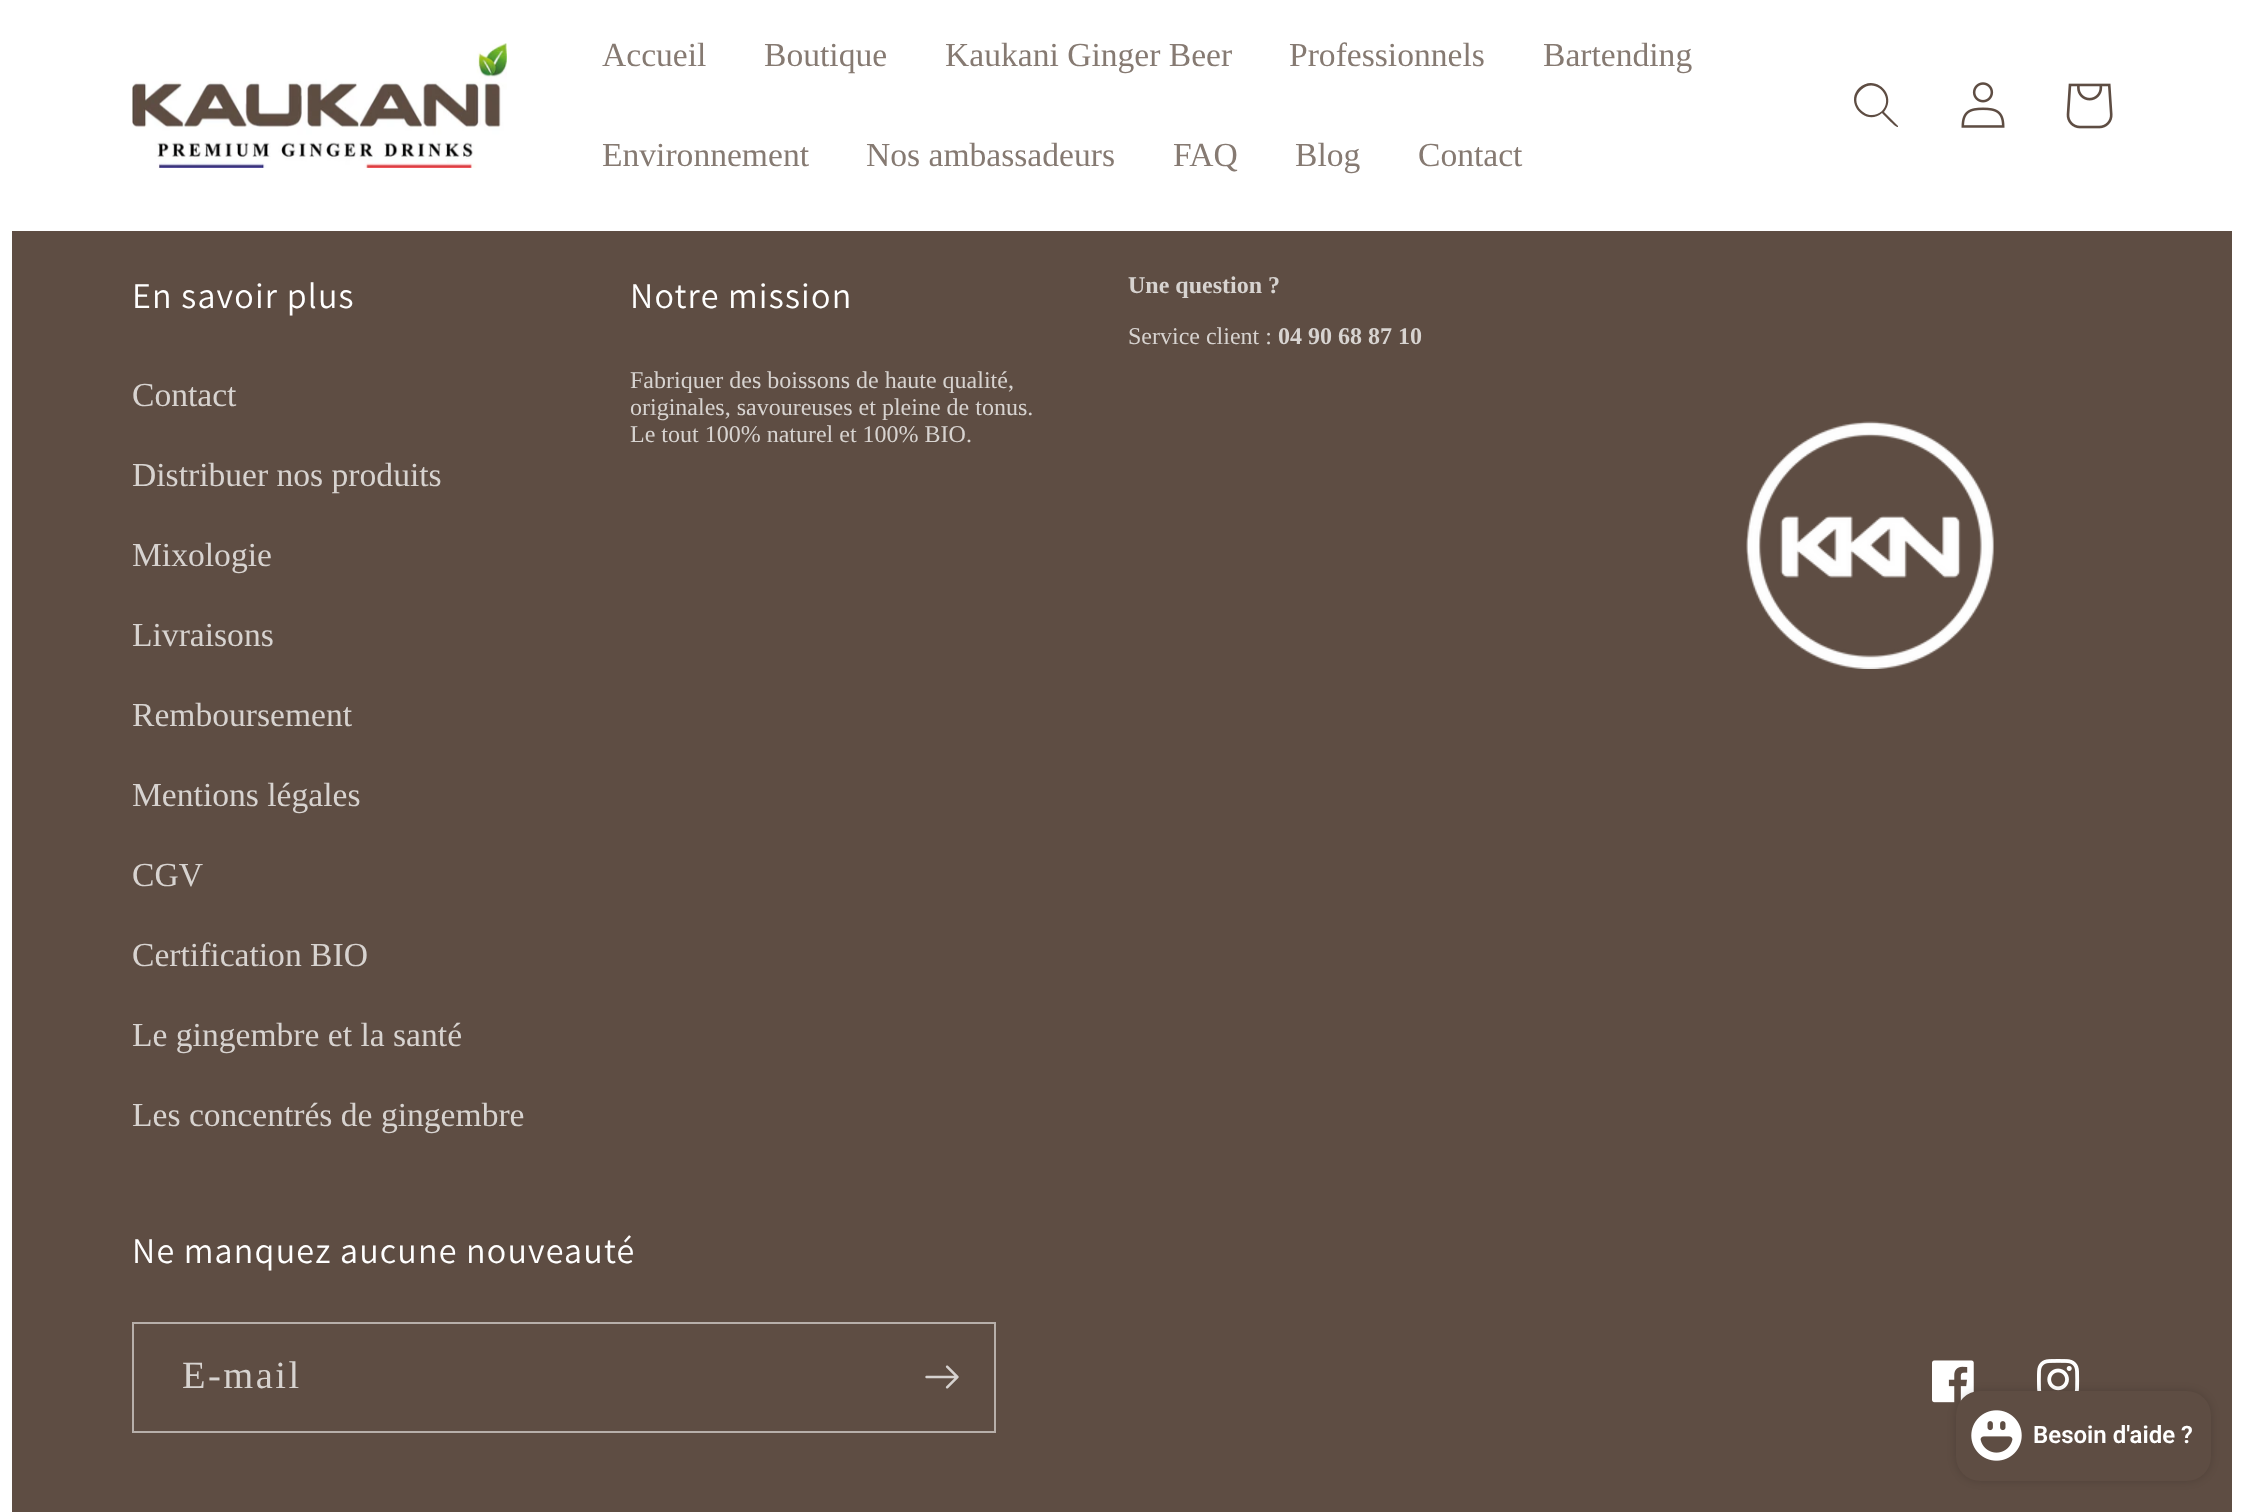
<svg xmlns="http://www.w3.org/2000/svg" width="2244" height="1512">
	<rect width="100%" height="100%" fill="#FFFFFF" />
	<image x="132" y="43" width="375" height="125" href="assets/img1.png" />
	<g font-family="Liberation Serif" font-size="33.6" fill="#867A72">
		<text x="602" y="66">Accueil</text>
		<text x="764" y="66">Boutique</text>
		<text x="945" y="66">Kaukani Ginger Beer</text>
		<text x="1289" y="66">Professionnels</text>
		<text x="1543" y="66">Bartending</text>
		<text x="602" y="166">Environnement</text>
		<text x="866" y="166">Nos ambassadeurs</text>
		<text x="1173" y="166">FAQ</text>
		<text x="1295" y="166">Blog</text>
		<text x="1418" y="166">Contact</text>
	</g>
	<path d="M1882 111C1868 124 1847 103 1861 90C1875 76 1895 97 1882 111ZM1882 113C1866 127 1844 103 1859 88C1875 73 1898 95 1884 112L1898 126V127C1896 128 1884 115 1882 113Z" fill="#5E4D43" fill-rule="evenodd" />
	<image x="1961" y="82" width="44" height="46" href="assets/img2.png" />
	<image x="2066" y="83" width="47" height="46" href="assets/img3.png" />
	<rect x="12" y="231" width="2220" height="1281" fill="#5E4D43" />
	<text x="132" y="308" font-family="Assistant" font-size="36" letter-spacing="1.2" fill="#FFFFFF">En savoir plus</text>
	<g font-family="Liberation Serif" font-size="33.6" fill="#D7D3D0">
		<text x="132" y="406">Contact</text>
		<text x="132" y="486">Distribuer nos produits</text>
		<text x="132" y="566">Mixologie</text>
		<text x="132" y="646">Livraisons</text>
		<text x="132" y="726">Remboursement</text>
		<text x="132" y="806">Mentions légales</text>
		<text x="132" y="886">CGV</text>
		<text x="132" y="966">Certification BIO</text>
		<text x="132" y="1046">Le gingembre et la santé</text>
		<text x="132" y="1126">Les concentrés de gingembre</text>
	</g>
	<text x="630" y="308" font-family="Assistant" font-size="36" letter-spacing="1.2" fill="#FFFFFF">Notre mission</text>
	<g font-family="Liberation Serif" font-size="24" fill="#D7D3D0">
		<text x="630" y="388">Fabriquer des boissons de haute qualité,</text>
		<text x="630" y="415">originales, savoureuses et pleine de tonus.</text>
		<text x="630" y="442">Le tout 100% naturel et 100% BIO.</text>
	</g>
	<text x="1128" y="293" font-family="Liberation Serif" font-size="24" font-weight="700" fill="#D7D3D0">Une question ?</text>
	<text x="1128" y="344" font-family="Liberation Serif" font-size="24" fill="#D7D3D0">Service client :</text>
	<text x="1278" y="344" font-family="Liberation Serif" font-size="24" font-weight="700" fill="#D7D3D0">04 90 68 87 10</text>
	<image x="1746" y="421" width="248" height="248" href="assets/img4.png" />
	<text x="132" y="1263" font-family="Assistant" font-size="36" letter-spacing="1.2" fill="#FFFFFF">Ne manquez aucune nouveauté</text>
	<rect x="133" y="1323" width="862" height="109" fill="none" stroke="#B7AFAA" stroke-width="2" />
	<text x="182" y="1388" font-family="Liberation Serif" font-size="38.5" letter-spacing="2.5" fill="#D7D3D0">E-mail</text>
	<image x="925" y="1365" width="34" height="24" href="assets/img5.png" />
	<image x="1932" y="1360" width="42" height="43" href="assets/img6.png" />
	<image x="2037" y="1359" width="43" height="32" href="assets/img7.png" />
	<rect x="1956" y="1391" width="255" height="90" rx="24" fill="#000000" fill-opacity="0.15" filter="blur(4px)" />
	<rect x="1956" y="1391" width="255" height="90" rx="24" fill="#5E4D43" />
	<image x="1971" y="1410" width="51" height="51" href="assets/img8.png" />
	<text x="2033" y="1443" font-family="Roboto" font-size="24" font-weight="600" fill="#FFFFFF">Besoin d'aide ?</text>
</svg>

--

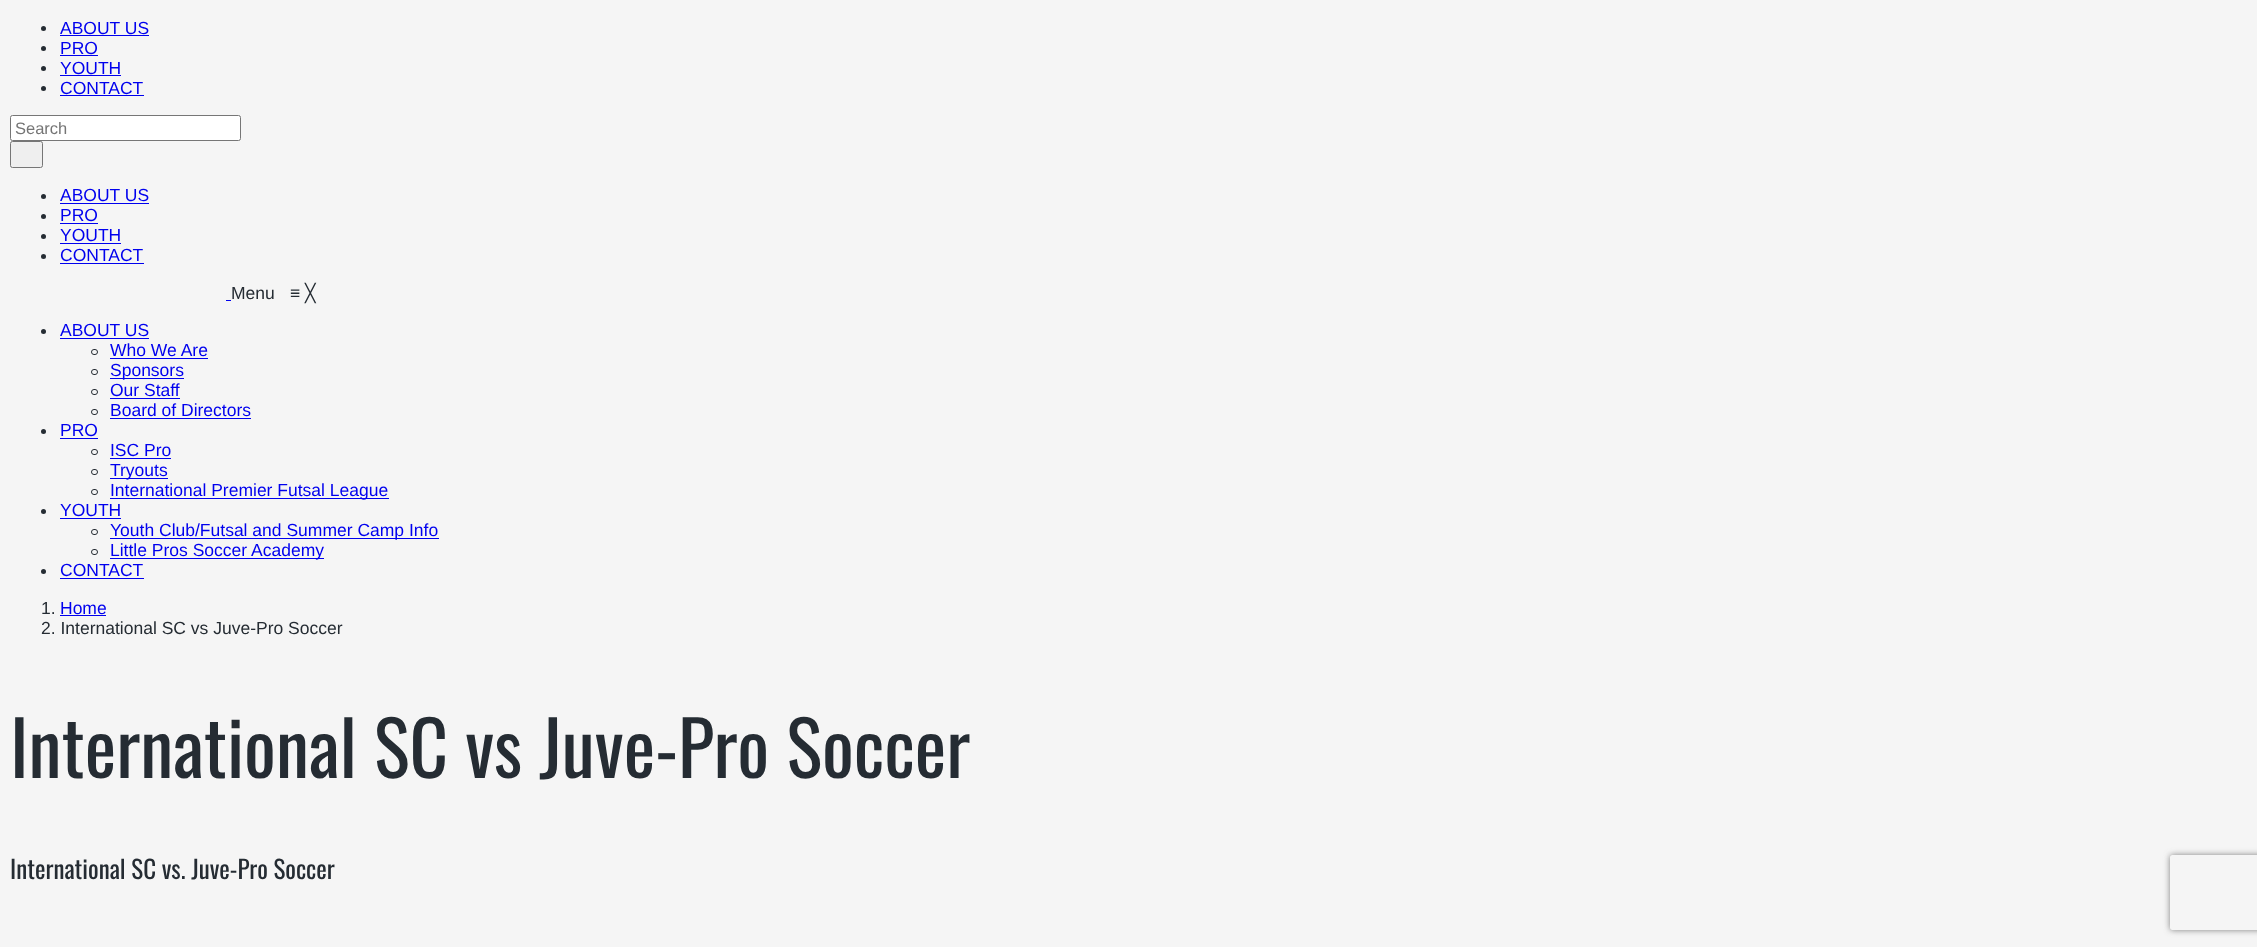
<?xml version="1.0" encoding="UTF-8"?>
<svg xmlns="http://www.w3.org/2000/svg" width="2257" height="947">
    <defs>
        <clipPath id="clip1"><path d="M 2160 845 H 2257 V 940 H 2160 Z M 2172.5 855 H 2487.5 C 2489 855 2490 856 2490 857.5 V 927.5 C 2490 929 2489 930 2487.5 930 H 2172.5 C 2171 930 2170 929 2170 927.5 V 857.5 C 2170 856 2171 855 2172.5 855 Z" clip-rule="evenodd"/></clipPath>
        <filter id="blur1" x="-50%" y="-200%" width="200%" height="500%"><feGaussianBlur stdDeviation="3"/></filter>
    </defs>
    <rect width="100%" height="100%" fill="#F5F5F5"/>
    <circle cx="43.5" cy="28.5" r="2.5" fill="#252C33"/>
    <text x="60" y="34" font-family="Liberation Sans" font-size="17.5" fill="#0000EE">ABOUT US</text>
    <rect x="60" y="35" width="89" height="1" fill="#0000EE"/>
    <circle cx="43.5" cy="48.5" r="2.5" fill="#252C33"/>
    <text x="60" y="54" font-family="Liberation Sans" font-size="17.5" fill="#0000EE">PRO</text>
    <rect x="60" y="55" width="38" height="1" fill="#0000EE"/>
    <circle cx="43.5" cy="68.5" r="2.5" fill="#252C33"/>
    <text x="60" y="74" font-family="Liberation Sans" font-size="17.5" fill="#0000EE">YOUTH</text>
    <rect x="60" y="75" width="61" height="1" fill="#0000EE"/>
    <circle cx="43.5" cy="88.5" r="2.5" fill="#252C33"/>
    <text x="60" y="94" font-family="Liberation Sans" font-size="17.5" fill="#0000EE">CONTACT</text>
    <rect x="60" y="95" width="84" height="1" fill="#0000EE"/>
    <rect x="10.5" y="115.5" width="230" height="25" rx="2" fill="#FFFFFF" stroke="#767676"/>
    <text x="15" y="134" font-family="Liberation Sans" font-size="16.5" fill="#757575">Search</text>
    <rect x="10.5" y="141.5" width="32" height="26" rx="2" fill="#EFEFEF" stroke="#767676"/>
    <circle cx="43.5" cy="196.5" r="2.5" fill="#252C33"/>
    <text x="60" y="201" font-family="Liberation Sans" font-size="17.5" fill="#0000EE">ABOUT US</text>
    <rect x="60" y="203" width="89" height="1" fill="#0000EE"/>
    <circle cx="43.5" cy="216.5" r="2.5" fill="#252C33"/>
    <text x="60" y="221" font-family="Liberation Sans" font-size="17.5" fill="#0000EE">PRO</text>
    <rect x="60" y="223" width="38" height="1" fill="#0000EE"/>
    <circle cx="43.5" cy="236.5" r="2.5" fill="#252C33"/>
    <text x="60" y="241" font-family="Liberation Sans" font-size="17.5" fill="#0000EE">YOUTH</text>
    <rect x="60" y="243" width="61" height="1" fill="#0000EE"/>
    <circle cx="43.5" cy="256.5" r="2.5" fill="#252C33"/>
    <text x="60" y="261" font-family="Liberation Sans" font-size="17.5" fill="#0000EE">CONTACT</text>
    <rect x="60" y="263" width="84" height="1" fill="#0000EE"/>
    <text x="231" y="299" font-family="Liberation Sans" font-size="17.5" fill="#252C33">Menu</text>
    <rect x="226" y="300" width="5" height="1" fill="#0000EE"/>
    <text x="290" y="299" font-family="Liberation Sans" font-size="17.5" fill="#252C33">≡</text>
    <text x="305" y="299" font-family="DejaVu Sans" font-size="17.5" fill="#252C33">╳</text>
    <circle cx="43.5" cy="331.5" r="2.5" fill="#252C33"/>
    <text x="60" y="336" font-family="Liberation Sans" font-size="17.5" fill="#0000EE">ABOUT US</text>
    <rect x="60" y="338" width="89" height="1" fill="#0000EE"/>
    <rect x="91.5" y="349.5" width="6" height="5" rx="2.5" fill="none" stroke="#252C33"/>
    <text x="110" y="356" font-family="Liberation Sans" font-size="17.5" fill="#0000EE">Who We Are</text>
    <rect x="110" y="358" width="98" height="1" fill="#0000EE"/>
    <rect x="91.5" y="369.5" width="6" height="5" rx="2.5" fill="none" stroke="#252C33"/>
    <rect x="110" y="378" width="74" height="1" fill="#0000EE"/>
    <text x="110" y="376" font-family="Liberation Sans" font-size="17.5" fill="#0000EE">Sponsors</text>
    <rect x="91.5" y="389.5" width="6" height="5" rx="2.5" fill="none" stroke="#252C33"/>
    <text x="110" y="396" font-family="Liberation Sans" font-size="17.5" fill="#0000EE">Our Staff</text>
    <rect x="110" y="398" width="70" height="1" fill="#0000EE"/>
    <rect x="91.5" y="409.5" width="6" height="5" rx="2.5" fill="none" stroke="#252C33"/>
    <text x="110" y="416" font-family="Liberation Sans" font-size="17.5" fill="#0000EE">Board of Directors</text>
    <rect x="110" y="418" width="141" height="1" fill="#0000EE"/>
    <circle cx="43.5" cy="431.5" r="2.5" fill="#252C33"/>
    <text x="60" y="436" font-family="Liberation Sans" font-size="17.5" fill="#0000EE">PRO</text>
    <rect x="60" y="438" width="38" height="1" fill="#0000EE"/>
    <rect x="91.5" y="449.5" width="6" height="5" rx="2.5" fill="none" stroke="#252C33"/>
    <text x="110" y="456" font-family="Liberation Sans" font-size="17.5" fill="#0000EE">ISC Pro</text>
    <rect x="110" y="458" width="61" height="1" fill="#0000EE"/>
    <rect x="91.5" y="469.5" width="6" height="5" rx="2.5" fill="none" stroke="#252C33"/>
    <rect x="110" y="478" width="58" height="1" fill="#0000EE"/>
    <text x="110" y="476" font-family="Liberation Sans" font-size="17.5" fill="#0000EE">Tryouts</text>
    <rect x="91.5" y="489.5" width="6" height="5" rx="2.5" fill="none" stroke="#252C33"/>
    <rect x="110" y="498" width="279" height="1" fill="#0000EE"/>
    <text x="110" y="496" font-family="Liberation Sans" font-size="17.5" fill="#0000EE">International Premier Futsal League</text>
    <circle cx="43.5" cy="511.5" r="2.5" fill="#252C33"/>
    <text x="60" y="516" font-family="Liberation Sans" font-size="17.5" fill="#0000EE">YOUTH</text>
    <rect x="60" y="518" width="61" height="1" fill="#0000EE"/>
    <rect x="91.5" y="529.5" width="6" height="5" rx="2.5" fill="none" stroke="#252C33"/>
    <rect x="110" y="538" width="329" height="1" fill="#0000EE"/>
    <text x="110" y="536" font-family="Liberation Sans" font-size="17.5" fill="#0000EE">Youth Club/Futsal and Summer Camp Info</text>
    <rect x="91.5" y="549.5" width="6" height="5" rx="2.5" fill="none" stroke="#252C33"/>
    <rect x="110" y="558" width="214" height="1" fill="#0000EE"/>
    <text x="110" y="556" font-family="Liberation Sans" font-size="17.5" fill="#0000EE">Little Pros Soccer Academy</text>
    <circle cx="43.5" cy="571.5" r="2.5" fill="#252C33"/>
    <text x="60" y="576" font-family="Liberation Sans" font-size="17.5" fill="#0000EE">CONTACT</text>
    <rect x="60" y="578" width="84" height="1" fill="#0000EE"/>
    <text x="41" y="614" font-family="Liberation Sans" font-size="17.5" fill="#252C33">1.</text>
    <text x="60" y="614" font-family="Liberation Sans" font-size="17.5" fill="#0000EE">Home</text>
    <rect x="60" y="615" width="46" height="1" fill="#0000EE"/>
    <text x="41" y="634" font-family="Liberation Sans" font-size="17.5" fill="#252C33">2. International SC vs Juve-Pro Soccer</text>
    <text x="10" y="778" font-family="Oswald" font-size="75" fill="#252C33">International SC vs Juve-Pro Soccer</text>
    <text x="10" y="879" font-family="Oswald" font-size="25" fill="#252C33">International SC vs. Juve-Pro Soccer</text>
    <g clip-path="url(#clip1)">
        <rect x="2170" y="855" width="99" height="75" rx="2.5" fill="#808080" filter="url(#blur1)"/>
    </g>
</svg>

ASSIGNMENT: Indicate how many lines in the records above contain the word "Futsal", giving only the number.

EXERCISE OUTPUT: 2